Random Access Memory, more commonly known as RAM is a likely hardware culprit for repeat crashes. Luckily, most models of Dell laptop still contain at least one stick of modular RAM and are generally easy to replace.

  • Reseat your RAM modules. There are numerous, tiny pins that could be slightly out of alignment. Removing them and reinstalling might be all it takes to sort this out.
  • Test your RAM by running a diagnostic. Dell SupportAssist contains both quick and extended RAM tests, or you can use Windows Memory Diagnostics.
    • If you want a second opinion, IT Professionals have been using memtext86 for ages. It's a free tool and their documentation is excellent! But it will require a bit more know how to use.
  • RAM tests are notoriously long and minor failures are difficult for tests to find. Trust diagnostic failures, but not passes. Multiple diagnostic runs may be needed to find an issue.
  • If you have recently upgraded your RAM and are now getting random restarts, verify compatibility of the installed RAM and your Dell laptop.
  • If you have more than one module installed, make sure the specs match. At least speed and capacity should be identical.
  • Replace the memory if diagnostics fail—either increasing the overall size or keeping the exact amount and speed.
  • Some Dell laptops, especially smaller XPS models, will have the RAM soldered to the board. In this case, you will need to replace the Dell Laptop Motherboards.

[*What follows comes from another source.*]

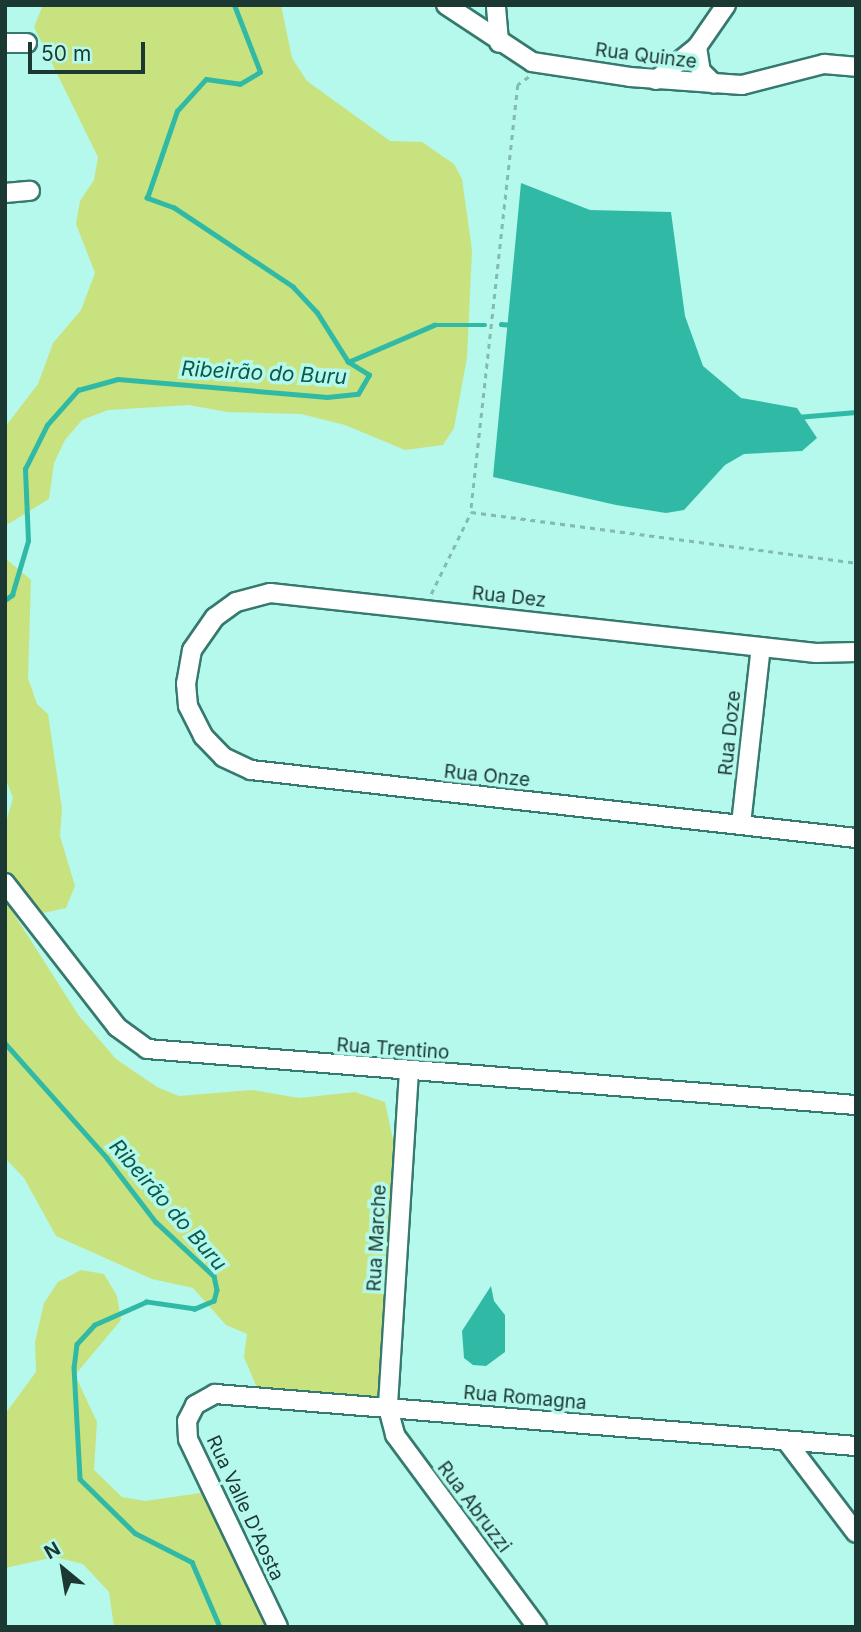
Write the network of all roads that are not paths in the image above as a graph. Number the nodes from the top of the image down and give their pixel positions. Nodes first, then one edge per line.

Be especially mindful when replacing RAM to use something that is compatible. Crucial has a compatibility checker for their products you can use to validate.

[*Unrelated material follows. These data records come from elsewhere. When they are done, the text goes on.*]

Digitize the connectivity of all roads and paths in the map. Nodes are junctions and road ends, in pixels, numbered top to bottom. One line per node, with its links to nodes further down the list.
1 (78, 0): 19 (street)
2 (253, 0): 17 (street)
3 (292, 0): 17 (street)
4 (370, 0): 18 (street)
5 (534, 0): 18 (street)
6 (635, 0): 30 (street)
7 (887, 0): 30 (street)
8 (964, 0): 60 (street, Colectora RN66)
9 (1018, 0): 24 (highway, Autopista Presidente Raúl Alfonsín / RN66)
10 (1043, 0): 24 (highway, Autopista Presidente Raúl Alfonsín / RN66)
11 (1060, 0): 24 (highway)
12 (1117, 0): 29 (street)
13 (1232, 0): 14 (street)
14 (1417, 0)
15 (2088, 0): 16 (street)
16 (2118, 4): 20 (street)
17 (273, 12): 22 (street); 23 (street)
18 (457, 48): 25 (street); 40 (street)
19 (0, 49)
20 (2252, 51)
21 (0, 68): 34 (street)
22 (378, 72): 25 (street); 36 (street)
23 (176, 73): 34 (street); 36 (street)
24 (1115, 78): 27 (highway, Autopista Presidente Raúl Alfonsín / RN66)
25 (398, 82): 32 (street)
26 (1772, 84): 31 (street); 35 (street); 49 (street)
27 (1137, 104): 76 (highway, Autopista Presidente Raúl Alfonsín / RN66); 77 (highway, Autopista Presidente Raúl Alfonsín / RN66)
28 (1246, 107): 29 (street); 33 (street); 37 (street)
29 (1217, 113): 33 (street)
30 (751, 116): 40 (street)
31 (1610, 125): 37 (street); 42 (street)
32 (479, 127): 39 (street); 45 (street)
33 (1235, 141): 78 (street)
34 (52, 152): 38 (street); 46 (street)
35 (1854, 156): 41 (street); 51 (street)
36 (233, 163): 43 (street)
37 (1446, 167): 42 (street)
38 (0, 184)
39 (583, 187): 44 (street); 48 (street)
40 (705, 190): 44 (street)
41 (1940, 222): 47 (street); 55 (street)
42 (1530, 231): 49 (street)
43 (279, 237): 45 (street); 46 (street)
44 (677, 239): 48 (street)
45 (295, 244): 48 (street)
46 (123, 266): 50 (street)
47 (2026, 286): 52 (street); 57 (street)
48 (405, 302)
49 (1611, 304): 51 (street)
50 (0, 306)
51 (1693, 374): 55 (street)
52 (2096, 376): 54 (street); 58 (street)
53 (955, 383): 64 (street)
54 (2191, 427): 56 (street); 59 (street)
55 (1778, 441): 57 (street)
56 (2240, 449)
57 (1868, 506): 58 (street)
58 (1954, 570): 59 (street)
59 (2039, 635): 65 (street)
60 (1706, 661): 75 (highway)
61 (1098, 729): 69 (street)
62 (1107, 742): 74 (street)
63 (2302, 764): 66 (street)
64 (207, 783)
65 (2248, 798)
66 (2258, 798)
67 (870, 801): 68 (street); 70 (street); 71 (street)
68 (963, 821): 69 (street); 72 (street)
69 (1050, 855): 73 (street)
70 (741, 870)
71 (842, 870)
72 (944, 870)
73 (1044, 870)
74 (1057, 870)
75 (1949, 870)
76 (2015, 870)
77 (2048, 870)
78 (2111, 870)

If the above tips have failed, the issue might be caused by the motherboard. Damage to the motherboard due to physical trauma, electrical surges, or other hardware-related issues can impact functionality. A faulty motherboard can lead to erratic behavior, intermittent freezing, crashing or overall system instability.

  • Check for diagnostic codes. After a restart or crash, you may get additional error codes. The Power LED or CAPS Lock LED will blink in a pattern to designate errors. These are often specific to the line of Dell (ie. XPS, Latitude, Inspiron).
    • Older Dell laptops often use beep codes to indicate hardware issues during the boot process. A certain pattern of beeps indicates a specific fault.
    • Referencing these codes can identify issues with hardware components already discussed (memory or hard drive), but can also point to CPU, BIOS or other motherboard failures.
  • Dell laptops have their CPU soldered to the motherboard. If your blue screen codes point to CPU failure, you'll need to Dell Laptop Motherboards.
  • Inspect the laptop's motherboard for any signs of physical damage, such as burnt components, liquid residue, corrosion, or other visible issues. Replace the board, or consult a pro if you find any damage.
  • Circuit boards can often be repaired by a knowledgeable technician with soldering (or microsoldering) experience. Ask your local repair shops if this isn't something you think you could do yourself.